--- AVAILABLE RECORDS ---

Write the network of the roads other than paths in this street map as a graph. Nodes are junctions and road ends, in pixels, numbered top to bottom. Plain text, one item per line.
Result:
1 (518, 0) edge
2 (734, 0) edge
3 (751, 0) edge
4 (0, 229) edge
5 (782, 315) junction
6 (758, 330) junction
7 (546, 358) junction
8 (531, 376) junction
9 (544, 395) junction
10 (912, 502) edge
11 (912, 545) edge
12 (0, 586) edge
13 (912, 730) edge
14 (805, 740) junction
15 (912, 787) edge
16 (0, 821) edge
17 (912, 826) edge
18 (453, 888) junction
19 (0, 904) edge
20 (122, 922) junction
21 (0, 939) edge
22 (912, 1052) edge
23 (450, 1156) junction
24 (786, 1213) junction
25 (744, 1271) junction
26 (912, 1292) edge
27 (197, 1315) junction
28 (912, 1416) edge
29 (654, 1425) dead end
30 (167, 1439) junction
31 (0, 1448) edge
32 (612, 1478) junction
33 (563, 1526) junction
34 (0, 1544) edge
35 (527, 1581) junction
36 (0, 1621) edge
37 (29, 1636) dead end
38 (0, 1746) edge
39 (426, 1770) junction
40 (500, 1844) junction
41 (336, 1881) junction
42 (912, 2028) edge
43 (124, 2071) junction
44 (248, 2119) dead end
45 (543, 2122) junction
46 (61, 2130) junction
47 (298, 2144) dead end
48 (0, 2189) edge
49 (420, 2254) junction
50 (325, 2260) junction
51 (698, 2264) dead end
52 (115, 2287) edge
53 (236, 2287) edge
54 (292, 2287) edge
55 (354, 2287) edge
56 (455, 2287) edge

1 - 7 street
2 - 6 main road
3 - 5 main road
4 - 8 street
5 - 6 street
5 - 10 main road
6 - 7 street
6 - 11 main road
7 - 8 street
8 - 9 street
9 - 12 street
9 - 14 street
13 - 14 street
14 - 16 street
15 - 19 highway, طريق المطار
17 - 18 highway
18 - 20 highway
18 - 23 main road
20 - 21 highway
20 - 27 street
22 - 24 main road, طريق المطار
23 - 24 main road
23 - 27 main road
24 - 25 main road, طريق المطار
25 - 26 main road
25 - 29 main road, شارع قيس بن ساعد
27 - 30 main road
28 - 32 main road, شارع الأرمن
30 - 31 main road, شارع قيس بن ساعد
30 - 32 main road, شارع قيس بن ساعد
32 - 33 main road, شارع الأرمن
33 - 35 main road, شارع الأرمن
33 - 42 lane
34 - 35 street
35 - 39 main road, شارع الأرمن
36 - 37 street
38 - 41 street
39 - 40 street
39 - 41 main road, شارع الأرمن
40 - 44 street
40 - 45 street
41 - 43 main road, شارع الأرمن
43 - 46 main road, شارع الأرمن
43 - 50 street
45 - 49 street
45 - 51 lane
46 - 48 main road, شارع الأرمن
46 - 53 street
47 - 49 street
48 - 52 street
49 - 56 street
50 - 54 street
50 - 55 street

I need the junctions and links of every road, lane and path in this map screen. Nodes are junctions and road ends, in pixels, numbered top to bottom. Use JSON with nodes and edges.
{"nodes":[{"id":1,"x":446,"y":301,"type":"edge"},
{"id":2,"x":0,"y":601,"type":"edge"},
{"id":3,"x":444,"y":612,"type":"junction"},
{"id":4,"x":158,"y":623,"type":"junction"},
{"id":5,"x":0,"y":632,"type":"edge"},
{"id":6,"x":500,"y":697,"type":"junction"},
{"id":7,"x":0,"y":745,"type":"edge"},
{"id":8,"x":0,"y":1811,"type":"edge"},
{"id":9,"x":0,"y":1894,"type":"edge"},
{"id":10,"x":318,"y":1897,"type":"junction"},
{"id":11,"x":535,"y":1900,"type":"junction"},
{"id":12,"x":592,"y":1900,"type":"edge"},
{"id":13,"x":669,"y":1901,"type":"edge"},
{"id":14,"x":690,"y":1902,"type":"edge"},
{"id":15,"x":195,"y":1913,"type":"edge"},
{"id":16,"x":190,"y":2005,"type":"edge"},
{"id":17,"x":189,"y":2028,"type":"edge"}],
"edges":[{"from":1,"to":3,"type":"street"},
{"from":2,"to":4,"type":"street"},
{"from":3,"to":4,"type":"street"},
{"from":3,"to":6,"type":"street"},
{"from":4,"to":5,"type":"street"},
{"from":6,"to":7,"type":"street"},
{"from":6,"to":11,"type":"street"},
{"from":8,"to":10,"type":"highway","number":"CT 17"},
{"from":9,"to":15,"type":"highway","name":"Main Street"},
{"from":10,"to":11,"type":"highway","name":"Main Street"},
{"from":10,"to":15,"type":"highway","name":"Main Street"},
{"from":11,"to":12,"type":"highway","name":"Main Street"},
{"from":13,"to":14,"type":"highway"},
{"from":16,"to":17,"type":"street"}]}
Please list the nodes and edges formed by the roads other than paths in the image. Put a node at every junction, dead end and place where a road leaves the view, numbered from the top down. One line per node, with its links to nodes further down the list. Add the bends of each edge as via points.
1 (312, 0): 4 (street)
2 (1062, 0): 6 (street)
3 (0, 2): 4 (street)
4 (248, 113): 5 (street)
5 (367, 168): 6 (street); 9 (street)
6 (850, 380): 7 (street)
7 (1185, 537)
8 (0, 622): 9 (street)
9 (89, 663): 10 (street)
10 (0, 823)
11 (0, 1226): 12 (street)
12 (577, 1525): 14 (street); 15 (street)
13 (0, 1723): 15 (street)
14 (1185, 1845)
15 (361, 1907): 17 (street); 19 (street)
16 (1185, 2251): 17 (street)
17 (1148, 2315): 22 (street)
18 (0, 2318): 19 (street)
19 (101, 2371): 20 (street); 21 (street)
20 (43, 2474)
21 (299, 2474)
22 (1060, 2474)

--- EXERCISE DIRECTIONS ---
Recreate the listing exactly, so that each entry reads as before.

--- EXERCISE SOLUTION ---
Write the network of the roads other than paths in this street map as a graph. Nodes are junctions and road ends, in pixels, numbered top to bottom. Plain text, one item per line.
Result:
1 (518, 0) edge
2 (734, 0) edge
3 (751, 0) edge
4 (0, 229) edge
5 (782, 315) junction
6 (758, 330) junction
7 (546, 358) junction
8 (531, 376) junction
9 (544, 395) junction
10 (912, 502) edge
11 (912, 545) edge
12 (0, 586) edge
13 (912, 730) edge
14 (805, 740) junction
15 (912, 787) edge
16 (0, 821) edge
17 (912, 826) edge
18 (453, 888) junction
19 (0, 904) edge
20 (122, 922) junction
21 (0, 939) edge
22 (912, 1052) edge
23 (450, 1156) junction
24 (786, 1213) junction
25 (744, 1271) junction
26 (912, 1292) edge
27 (197, 1315) junction
28 (912, 1416) edge
29 (654, 1425) dead end
30 (167, 1439) junction
31 (0, 1448) edge
32 (612, 1478) junction
33 (563, 1526) junction
34 (0, 1544) edge
35 (527, 1581) junction
36 (0, 1621) edge
37 (29, 1636) dead end
38 (0, 1746) edge
39 (426, 1770) junction
40 (500, 1844) junction
41 (336, 1881) junction
42 (912, 2028) edge
43 (124, 2071) junction
44 (248, 2119) dead end
45 (543, 2122) junction
46 (61, 2130) junction
47 (298, 2144) dead end
48 (0, 2189) edge
49 (420, 2254) junction
50 (325, 2260) junction
51 (698, 2264) dead end
52 (115, 2287) edge
53 (236, 2287) edge
54 (292, 2287) edge
55 (354, 2287) edge
56 (455, 2287) edge

1 - 7 street
2 - 6 main road
3 - 5 main road
4 - 8 street
5 - 6 street
5 - 10 main road
6 - 7 street
6 - 11 main road
7 - 8 street
8 - 9 street
9 - 12 street
9 - 14 street
13 - 14 street
14 - 16 street
15 - 19 highway, طريق المطار
17 - 18 highway
18 - 20 highway
18 - 23 main road
20 - 21 highway
20 - 27 street
22 - 24 main road, طريق المطار
23 - 24 main road
23 - 27 main road
24 - 25 main road, طريق المطار
25 - 26 main road
25 - 29 main road, شارع قيس بن ساعد
27 - 30 main road
28 - 32 main road, شارع الأرمن
30 - 31 main road, شارع قيس بن ساعد
30 - 32 main road, شارع قيس بن ساعد
32 - 33 main road, شارع الأرمن
33 - 35 main road, شارع الأرمن
33 - 42 lane
34 - 35 street
35 - 39 main road, شارع الأرمن
36 - 37 street
38 - 41 street
39 - 40 street
39 - 41 main road, شارع الأرمن
40 - 44 street
40 - 45 street
41 - 43 main road, شارع الأرمن
43 - 46 main road, شارع الأرمن
43 - 50 street
45 - 49 street
45 - 51 lane
46 - 48 main road, شارع الأرمن
46 - 53 street
47 - 49 street
48 - 52 street
49 - 56 street
50 - 54 street
50 - 55 street

I need the junctions and links of every road, lane and path in this map screen. Nodes are junctions and road ends, in pixels, numbered top to bottom. Use JSON with nodes and edges.
{"nodes":[{"id":1,"x":446,"y":301,"type":"edge"},
{"id":2,"x":0,"y":601,"type":"edge"},
{"id":3,"x":444,"y":612,"type":"junction"},
{"id":4,"x":158,"y":623,"type":"junction"},
{"id":5,"x":0,"y":632,"type":"edge"},
{"id":6,"x":500,"y":697,"type":"junction"},
{"id":7,"x":0,"y":745,"type":"edge"},
{"id":8,"x":0,"y":1811,"type":"edge"},
{"id":9,"x":0,"y":1894,"type":"edge"},
{"id":10,"x":318,"y":1897,"type":"junction"},
{"id":11,"x":535,"y":1900,"type":"junction"},
{"id":12,"x":592,"y":1900,"type":"edge"},
{"id":13,"x":669,"y":1901,"type":"edge"},
{"id":14,"x":690,"y":1902,"type":"edge"},
{"id":15,"x":195,"y":1913,"type":"edge"},
{"id":16,"x":190,"y":2005,"type":"edge"},
{"id":17,"x":189,"y":2028,"type":"edge"}],
"edges":[{"from":1,"to":3,"type":"street"},
{"from":2,"to":4,"type":"street"},
{"from":3,"to":4,"type":"street"},
{"from":3,"to":6,"type":"street"},
{"from":4,"to":5,"type":"street"},
{"from":6,"to":7,"type":"street"},
{"from":6,"to":11,"type":"street"},
{"from":8,"to":10,"type":"highway","number":"CT 17"},
{"from":9,"to":15,"type":"highway","name":"Main Street"},
{"from":10,"to":11,"type":"highway","name":"Main Street"},
{"from":10,"to":15,"type":"highway","name":"Main Street"},
{"from":11,"to":12,"type":"highway","name":"Main Street"},
{"from":13,"to":14,"type":"highway"},
{"from":16,"to":17,"type":"street"}]}
Please list the nodes and edges formed by the roads other than paths in the image. Put a node at every junction, dead end and place where a road leaves the view, numbered from the top down. One line per node, with its links to nodes further down the list. Add the bends of each edge as via points.
1 (312, 0): 4 (street)
2 (1062, 0): 6 (street)
3 (0, 2): 4 (street)
4 (248, 113): 5 (street)
5 (367, 168): 6 (street); 9 (street)
6 (850, 380): 7 (street)
7 (1185, 537)
8 (0, 622): 9 (street)
9 (89, 663): 10 (street)
10 (0, 823)
11 (0, 1226): 12 (street)
12 (577, 1525): 14 (street); 15 (street)
13 (0, 1723): 15 (street)
14 (1185, 1845)
15 (361, 1907): 17 (street); 19 (street)
16 (1185, 2251): 17 (street)
17 (1148, 2315): 22 (street)
18 (0, 2318): 19 (street)
19 (101, 2371): 20 (street); 21 (street)
20 (43, 2474)
21 (299, 2474)
22 (1060, 2474)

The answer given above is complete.